→ **Try it**
Leaving out the pictures, please retype each record exactly.

[Saved data entries]
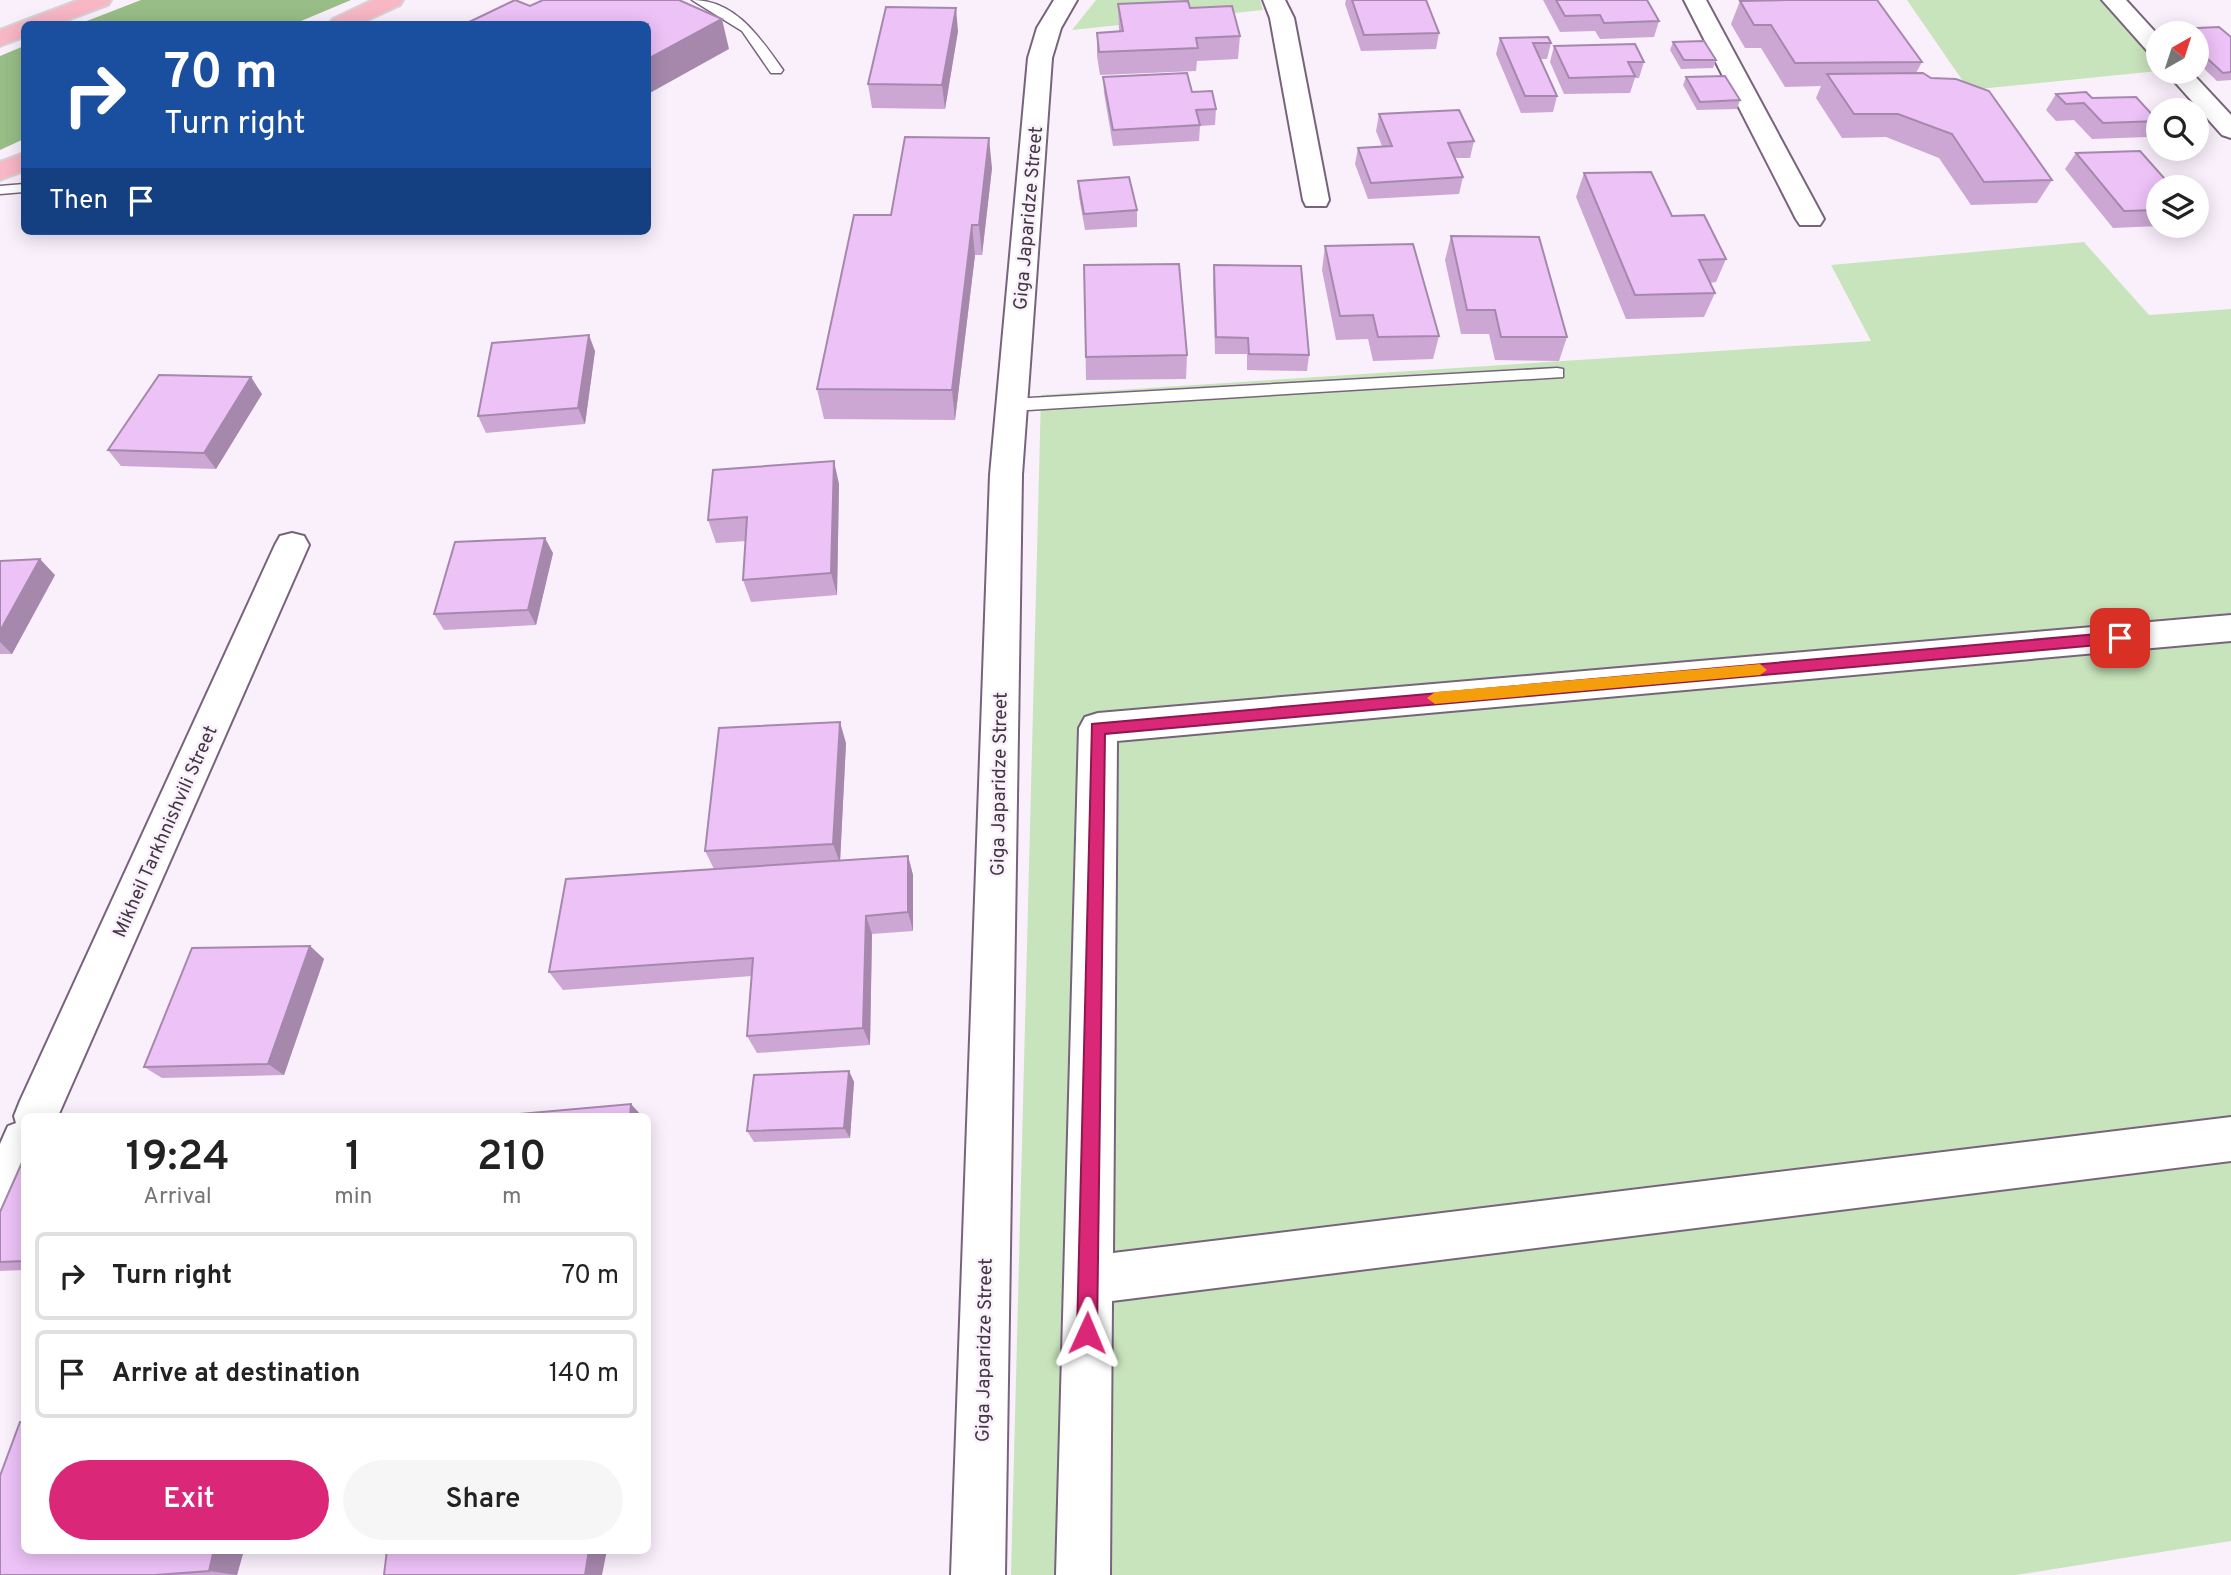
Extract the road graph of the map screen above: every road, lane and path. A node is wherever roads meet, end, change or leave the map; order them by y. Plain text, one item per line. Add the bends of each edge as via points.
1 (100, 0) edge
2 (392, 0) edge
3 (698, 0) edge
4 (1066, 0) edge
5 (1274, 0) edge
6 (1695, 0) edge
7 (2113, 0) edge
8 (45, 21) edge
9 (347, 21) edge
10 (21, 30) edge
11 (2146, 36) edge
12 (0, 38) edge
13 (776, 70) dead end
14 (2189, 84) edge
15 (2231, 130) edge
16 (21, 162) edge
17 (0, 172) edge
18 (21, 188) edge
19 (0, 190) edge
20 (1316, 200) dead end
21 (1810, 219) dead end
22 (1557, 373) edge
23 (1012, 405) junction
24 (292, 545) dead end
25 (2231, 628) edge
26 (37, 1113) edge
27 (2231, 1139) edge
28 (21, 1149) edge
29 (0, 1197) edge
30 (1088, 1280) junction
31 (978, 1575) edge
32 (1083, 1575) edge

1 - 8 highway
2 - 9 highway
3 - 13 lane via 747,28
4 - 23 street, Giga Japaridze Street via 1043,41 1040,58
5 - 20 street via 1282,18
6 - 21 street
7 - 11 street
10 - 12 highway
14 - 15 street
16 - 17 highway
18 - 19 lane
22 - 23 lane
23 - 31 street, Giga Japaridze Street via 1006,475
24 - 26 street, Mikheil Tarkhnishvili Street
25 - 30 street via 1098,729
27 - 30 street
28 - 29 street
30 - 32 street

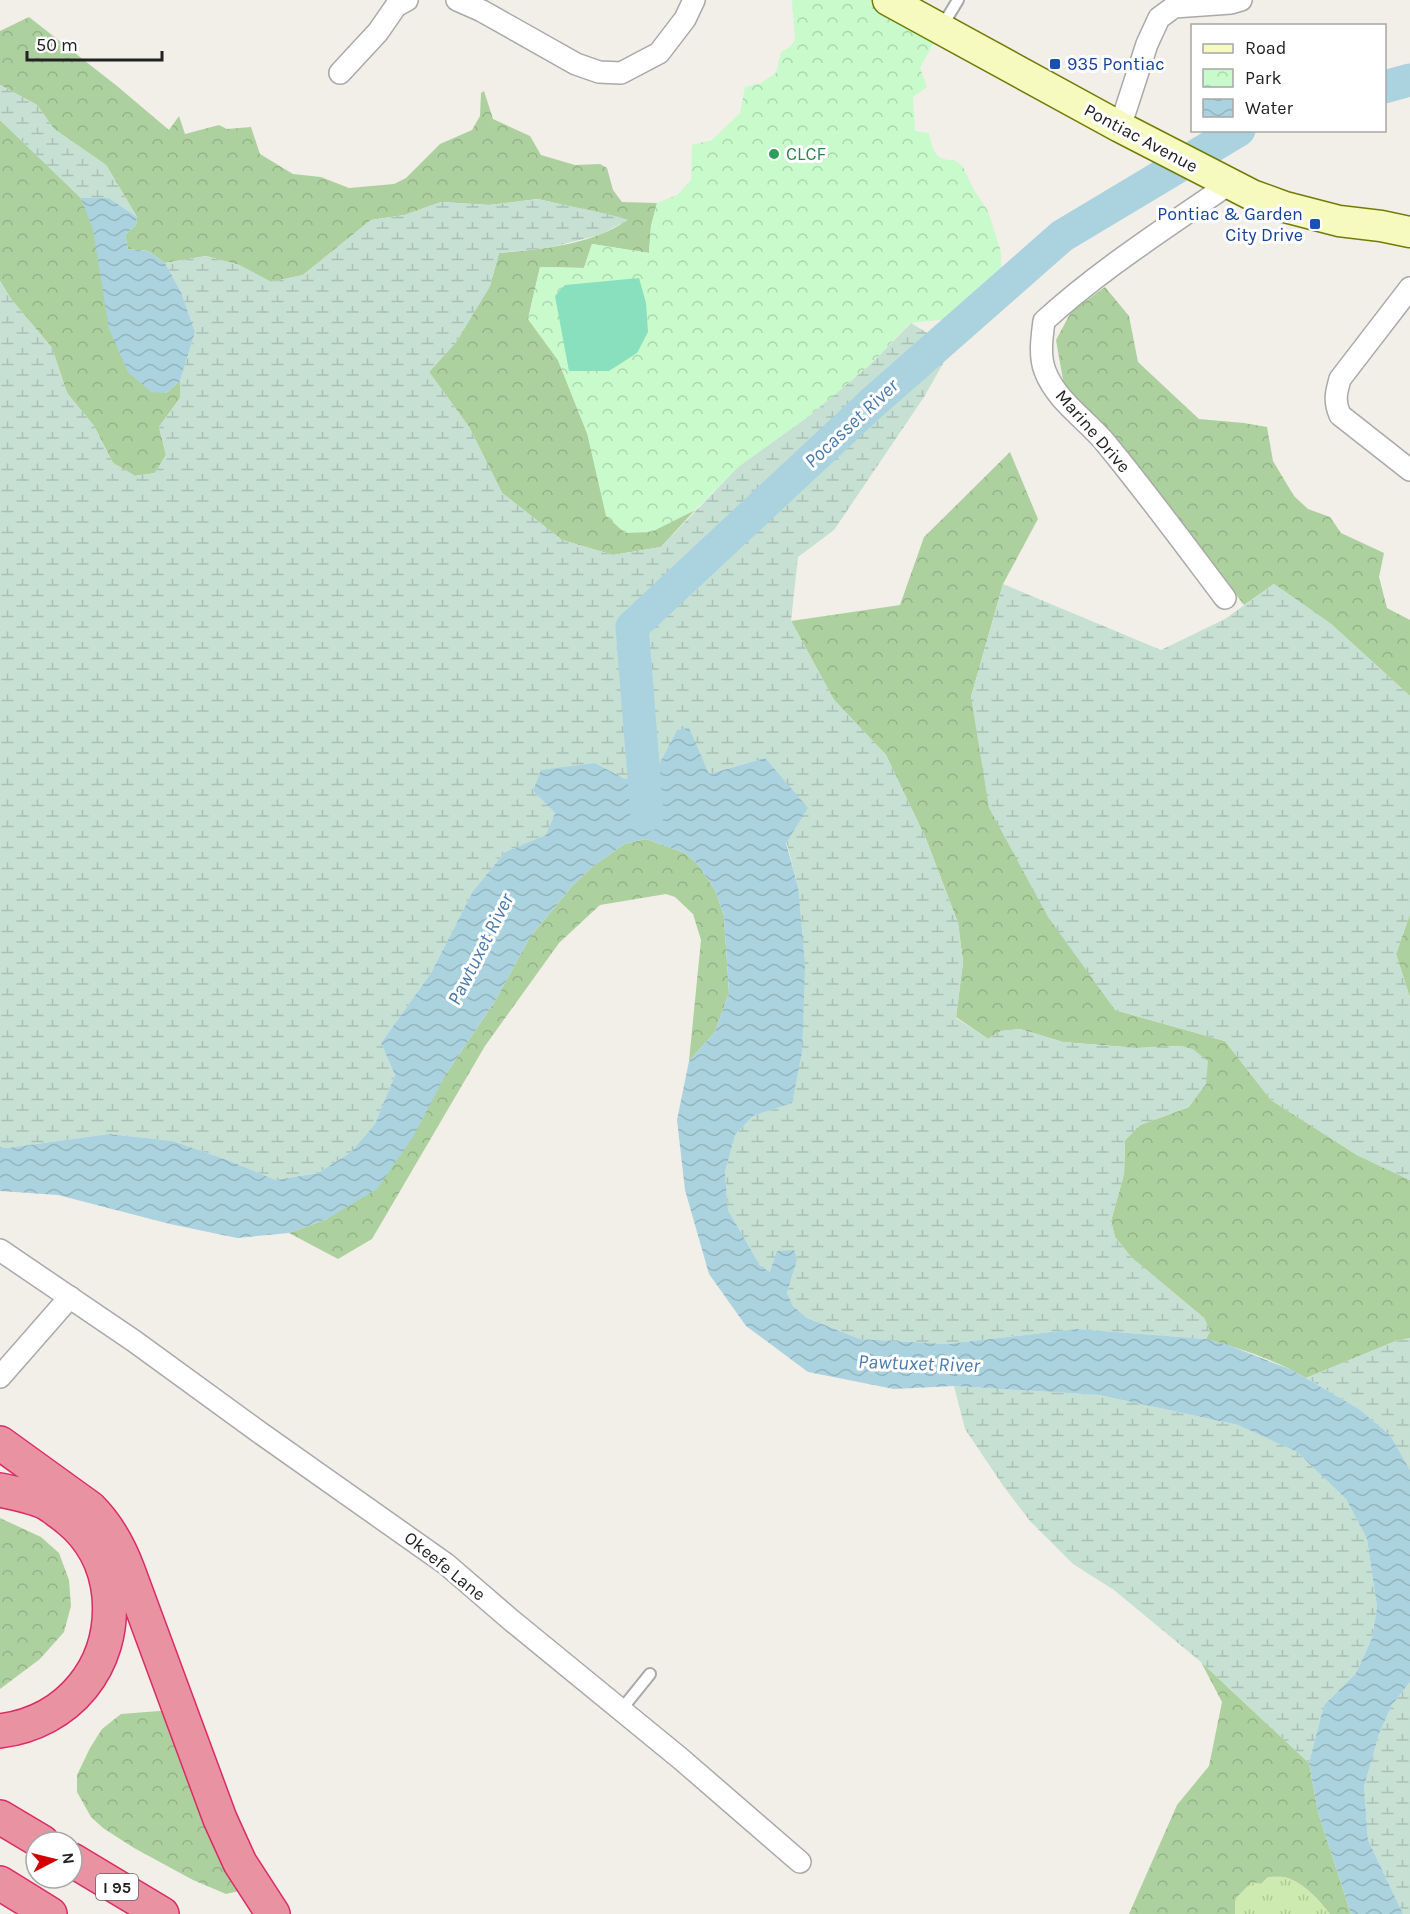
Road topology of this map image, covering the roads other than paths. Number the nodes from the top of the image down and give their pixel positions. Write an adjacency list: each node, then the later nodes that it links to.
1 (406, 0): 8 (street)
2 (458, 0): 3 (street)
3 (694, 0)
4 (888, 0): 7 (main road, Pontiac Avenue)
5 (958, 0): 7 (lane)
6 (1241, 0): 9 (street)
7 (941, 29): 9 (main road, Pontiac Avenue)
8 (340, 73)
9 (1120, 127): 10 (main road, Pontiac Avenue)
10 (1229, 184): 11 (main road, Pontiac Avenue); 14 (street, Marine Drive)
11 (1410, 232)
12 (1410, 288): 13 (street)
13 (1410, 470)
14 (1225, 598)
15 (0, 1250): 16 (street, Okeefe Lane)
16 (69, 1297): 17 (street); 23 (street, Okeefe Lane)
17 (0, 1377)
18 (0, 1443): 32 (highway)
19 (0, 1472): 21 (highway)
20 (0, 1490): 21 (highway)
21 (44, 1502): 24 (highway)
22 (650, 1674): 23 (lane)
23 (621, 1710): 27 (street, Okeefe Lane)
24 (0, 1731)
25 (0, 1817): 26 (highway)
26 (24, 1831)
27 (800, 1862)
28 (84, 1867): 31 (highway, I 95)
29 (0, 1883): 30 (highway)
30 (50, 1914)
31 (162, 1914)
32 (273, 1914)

→ **Your response**
Extract the road graph of the map screen above: every road, lane and path. A node is wherever roads meet, end, change or leave the map; order them by y. Plain text, one item per line. Add the bends of each edge as via points.
1 (100, 0) edge
2 (392, 0) edge
3 (698, 0) edge
4 (1066, 0) edge
5 (1274, 0) edge
6 (1695, 0) edge
7 (2113, 0) edge
8 (45, 21) edge
9 (347, 21) edge
10 (21, 30) edge
11 (2146, 36) edge
12 (0, 38) edge
13 (776, 70) dead end
14 (2189, 84) edge
15 (2231, 130) edge
16 (21, 162) edge
17 (0, 172) edge
18 (21, 188) edge
19 (0, 190) edge
20 (1316, 200) dead end
21 (1810, 219) dead end
22 (1557, 373) edge
23 (1012, 405) junction
24 (292, 545) dead end
25 (2231, 628) edge
26 (37, 1113) edge
27 (2231, 1139) edge
28 (21, 1149) edge
29 (0, 1197) edge
30 (1088, 1280) junction
31 (978, 1575) edge
32 (1083, 1575) edge

1 - 8 highway
2 - 9 highway
3 - 13 lane via 747,28
4 - 23 street, Giga Japaridze Street via 1043,41 1040,58
5 - 20 street via 1282,18
6 - 21 street
7 - 11 street
10 - 12 highway
14 - 15 street
16 - 17 highway
18 - 19 lane
22 - 23 lane
23 - 31 street, Giga Japaridze Street via 1006,475
24 - 26 street, Mikheil Tarkhnishvili Street
25 - 30 street via 1098,729
27 - 30 street
28 - 29 street
30 - 32 street

Road topology of this map image, covering the roads other than paths. Number the nodes from the top of the image down and give their pixel positions. Write an adjacency list: each node, then the later nodes that it links to.
1 (406, 0): 8 (street)
2 (458, 0): 3 (street)
3 (694, 0)
4 (888, 0): 7 (main road, Pontiac Avenue)
5 (958, 0): 7 (lane)
6 (1241, 0): 9 (street)
7 (941, 29): 9 (main road, Pontiac Avenue)
8 (340, 73)
9 (1120, 127): 10 (main road, Pontiac Avenue)
10 (1229, 184): 11 (main road, Pontiac Avenue); 14 (street, Marine Drive)
11 (1410, 232)
12 (1410, 288): 13 (street)
13 (1410, 470)
14 (1225, 598)
15 (0, 1250): 16 (street, Okeefe Lane)
16 (69, 1297): 17 (street); 23 (street, Okeefe Lane)
17 (0, 1377)
18 (0, 1443): 32 (highway)
19 (0, 1472): 21 (highway)
20 (0, 1490): 21 (highway)
21 (44, 1502): 24 (highway)
22 (650, 1674): 23 (lane)
23 (621, 1710): 27 (street, Okeefe Lane)
24 (0, 1731)
25 (0, 1817): 26 (highway)
26 (24, 1831)
27 (800, 1862)
28 (84, 1867): 31 (highway, I 95)
29 (0, 1883): 30 (highway)
30 (50, 1914)
31 (162, 1914)
32 (273, 1914)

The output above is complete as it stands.